None of this happened untill I got clones from a unclean source. I mean the guy gave me thrips and redspotted spidermites from hell and now the slime from hell. Time to look for the physan and stop using the hygrozyme and get some bene's.

Curthawlee
10-31-2011, 06:30 PM
I have a inteliDose Computerize system my Ph can be Controlled to .0 as I have nutrient controll as well. When I Change nutrients (weekly) 25 gallon res with 8-2 gallons hydroton over 2 gallon deep wells. So total of 40 gallons nuts.
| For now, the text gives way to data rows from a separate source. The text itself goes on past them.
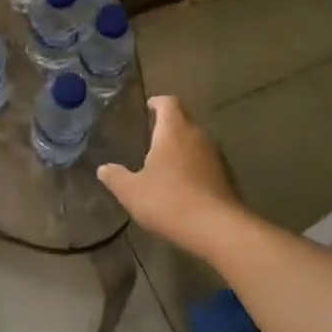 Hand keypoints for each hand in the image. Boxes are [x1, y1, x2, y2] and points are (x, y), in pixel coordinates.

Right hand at [97, 96, 245, 259]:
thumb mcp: (132, 192)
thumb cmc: (169, 201)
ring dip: (183, 148)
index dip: (157, 103)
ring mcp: (216, 155)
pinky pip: (207, 162)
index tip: (148, 109)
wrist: (218, 229)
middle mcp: (197, 135)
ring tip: (166, 164)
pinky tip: (185, 186)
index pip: (168, 102)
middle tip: (151, 139)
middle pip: (184, 120)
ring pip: (197, 142)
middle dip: (169, 127)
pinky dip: (195, 167)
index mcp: (174, 130)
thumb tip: (103, 169)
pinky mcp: (228, 176)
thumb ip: (115, 177) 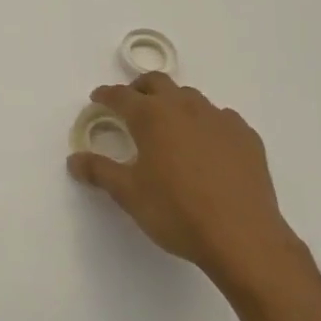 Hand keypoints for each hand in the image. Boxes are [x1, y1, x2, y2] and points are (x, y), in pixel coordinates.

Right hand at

Recirulating $$$$$

I pump nuts from res to drip over hydroton on 15 minutes off 15 minutes..... Good Temp contrroll have 2 chillers on res ... PH is adjusted on day one PH is stable thru day 2 (very little auto dosing (ph rises ) by day 3 system is dosing every 15 minutes 1.5 oz GH ph down mixed 20 to 1. By day 5 system is autodosing PH the other way (seldom) than day 6-7 pretty stable again....

OH yea! use RO water
Doses like this weather the plants are seedings or honkers (So must be chemistry ,, Right ? ) My plants are so healthy!
Now I have grown a lot I know a few thing let your PH float up to 6.0 than bring It back to 5.5 what ever you think works for you I have grown with exact PH controll and the float PH way Plant really dosn't care AS LONG AS YOU KEEP IT BETWEEN SAFE LEVELS !! IF you don't your paying for nutrients that are not going to uptake...If you let it float you will use less GH PH up down over all

@5.6 to 5.8 almost all nuts are NOT LOCkED OUT HYDRO ... 6.1PH I guess if you use mud .. <:((><

Saggitaur
08-21-2012, 05:57 AM
It is the Hygrozyme!!! I just recently started using this product and found my pH going down real bad. Took me a couple water changes to figure it out but I tested my pH everytime I added my nutes together, one test for each nute I added until I found the culprit, Hygrozyme! I don't use it anymore.